BUKU PEDOMAN MLP


Penyebaran Gerak Badan Pencak Margaluyu Pusat


Sejak secara definitip PPS Margaluyu Pusat yang berkedudukan di desa Cikuya kecamatan Cicalengka Kabupaten Bandung pada tahun 1948 didaftarkan pada Departemen Pendidikan dan Kebudayan Propinsi Jawa Barat. Maka mulailah keilmuan Margaluyu Pusat menyebar keluar dari Cicalengka.

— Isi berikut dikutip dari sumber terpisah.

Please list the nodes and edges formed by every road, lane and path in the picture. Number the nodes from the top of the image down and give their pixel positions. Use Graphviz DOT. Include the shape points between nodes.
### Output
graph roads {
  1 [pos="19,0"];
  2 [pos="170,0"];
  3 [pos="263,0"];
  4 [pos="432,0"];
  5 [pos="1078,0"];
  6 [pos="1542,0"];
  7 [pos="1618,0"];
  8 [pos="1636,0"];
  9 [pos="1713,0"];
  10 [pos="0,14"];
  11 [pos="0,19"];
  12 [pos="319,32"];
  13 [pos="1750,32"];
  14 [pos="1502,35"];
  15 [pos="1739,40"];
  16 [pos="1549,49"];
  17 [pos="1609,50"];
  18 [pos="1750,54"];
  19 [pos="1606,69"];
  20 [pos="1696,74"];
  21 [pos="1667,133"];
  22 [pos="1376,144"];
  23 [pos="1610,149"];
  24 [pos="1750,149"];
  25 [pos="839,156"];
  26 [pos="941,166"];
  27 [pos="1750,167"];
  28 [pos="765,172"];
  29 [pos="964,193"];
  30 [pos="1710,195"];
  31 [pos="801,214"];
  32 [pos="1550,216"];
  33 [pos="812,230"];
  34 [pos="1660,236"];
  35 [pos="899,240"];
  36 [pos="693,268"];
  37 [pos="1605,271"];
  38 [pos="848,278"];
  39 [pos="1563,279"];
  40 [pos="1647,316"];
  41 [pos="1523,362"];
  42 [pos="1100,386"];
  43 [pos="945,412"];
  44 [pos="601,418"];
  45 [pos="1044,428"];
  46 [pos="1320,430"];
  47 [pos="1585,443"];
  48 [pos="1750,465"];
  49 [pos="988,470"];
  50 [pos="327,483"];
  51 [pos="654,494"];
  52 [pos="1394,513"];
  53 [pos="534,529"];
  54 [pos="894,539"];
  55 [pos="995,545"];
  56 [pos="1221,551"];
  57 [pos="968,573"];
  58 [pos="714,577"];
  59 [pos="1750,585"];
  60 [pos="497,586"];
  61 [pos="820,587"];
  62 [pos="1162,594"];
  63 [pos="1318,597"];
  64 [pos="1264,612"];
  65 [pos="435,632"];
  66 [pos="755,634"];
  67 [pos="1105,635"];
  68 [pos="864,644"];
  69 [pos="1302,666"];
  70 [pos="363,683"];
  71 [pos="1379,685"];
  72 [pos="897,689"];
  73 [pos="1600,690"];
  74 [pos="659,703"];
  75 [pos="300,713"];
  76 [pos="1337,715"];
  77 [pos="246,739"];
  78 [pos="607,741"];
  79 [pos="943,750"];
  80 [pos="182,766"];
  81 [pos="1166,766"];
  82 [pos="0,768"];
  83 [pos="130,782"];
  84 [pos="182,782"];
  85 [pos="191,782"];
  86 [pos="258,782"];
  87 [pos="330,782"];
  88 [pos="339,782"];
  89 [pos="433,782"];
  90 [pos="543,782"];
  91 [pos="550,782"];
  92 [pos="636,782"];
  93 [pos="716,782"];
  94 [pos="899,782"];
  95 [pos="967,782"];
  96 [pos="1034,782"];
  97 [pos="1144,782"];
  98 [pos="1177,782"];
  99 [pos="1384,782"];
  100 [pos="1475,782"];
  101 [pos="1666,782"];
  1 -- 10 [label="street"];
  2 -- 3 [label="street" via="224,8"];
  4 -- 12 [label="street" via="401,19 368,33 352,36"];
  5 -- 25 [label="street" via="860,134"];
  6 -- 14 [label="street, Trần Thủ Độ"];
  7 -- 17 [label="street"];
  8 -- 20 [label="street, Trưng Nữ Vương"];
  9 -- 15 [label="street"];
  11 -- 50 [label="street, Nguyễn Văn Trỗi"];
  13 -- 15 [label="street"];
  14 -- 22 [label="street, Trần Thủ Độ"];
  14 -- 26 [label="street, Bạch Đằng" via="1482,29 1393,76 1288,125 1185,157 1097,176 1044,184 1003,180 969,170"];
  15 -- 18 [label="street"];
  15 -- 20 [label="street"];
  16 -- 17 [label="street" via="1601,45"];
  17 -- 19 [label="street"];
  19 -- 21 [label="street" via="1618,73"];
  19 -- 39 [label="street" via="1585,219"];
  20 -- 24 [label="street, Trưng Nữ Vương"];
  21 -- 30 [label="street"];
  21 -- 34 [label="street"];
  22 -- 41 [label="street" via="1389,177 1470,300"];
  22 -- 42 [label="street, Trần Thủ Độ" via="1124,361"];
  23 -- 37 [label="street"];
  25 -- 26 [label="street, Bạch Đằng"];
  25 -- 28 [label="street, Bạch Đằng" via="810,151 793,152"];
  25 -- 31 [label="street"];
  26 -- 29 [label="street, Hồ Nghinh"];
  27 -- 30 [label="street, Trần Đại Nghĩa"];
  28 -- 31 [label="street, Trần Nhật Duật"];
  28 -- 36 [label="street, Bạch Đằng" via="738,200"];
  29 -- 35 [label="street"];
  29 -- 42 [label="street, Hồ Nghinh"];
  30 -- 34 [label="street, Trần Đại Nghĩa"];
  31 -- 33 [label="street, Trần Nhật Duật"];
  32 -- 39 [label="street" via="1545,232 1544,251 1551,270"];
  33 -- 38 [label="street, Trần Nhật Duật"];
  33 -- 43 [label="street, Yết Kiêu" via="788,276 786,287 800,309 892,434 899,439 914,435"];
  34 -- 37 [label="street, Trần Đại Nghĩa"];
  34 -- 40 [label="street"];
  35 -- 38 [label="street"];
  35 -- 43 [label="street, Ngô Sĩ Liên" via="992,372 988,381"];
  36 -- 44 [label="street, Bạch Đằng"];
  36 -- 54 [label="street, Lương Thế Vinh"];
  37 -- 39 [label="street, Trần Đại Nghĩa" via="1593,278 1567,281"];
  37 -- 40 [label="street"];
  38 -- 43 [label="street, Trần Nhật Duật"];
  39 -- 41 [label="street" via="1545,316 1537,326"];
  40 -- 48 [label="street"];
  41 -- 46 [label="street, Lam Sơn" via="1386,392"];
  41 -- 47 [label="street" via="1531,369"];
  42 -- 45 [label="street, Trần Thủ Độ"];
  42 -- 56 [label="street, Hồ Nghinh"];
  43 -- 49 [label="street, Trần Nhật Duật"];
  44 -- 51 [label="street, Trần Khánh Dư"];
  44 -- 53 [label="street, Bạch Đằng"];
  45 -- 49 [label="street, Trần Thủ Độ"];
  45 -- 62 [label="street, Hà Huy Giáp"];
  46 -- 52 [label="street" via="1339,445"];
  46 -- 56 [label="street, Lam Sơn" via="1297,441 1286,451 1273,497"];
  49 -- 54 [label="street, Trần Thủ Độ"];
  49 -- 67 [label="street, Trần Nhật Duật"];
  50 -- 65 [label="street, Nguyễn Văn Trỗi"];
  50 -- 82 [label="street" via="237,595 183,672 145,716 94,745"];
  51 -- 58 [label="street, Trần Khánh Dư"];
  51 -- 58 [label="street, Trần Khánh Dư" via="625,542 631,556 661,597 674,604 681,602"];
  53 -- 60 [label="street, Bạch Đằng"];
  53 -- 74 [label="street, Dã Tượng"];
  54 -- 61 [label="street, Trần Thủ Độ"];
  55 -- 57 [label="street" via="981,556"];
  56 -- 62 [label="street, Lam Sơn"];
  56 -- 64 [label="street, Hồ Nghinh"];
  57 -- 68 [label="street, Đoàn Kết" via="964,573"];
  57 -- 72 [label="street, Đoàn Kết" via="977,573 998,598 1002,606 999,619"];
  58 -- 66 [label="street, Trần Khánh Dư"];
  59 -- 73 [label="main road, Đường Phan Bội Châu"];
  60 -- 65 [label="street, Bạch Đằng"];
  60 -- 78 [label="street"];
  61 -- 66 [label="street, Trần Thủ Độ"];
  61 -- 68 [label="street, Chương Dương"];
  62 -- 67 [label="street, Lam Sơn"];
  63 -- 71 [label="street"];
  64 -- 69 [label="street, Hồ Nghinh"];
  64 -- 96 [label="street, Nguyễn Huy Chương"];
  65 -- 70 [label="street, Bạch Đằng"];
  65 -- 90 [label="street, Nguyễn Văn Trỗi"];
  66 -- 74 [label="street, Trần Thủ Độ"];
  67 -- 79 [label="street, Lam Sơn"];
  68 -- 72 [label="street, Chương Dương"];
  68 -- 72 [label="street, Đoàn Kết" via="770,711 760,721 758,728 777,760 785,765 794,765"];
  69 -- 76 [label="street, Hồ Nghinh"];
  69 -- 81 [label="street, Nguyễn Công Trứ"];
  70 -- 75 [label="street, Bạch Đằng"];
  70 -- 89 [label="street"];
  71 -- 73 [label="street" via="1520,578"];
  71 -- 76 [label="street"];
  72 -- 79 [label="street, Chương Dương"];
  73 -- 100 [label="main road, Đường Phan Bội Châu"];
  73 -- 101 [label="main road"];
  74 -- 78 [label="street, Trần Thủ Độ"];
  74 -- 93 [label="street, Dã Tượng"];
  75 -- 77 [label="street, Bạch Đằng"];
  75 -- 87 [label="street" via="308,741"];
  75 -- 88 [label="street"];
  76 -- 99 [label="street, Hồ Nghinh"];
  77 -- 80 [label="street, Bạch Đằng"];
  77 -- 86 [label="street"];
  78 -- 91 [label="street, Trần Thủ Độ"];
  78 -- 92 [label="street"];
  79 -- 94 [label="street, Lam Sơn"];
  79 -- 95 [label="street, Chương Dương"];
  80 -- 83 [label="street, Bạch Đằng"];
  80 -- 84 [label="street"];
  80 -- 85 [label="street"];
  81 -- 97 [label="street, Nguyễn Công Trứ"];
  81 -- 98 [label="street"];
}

Para senior Margaluyu Pusat yang telah berjasa dalam pengembangan dan penyebaran Keilmuan Margaluyu Pusat antara lain :

  1. Mang Suwandi (Bandung)
  2. Andi Rohani (Cicalengka Dungus Maung)
  3. Mang Uwen (Garut)
  4. Mang Adiwikarta (Ulis – Cikuya Ciclengka)
  5. Idid Junaidi (Cikuya Cicalengka)
  6. M Saleh (Rancaekek)
  7. M. Saitja (Karawang)
  8. M Mualim Toha (Bogor)
  9. H. Maan (Bogor)
  10. Haji Idi Sidiq (Cianjur)
  11. Ucu Sapri (Kebayoran)
  12. Musa (tanjung priok)
  13. Romli Eng Go (tebet Jakarta)
  14. Suherlin (Pamanukan Subang)
  15. Dan Suwaryono (Jogyakarta)
  16. Sumo Prawiro (Wates DIY)
  17. Soekabdjo (Beran kidul Sleman)
  18. Toha (Waru – Sidoarjo)
  19. Haji Maksum (Pasuruan)
  20. Muljohardjo (gedung air – Lampung)
  21. Imam Sudarso (Kp.duri – Grogol)
  22. Markam (cililitan – Jak. Timur)

Mereka adalah pelatih senior yang telah memberikan andil besar dalam penyebaran keilmuan Margaluyu Pusat. Dari jasa para senior inilah penyebaran keilmuan Margaluyu Pusat baik ilmu pencak silat maupun ilmu pernapasan menyebar ke seluruh Nusantara.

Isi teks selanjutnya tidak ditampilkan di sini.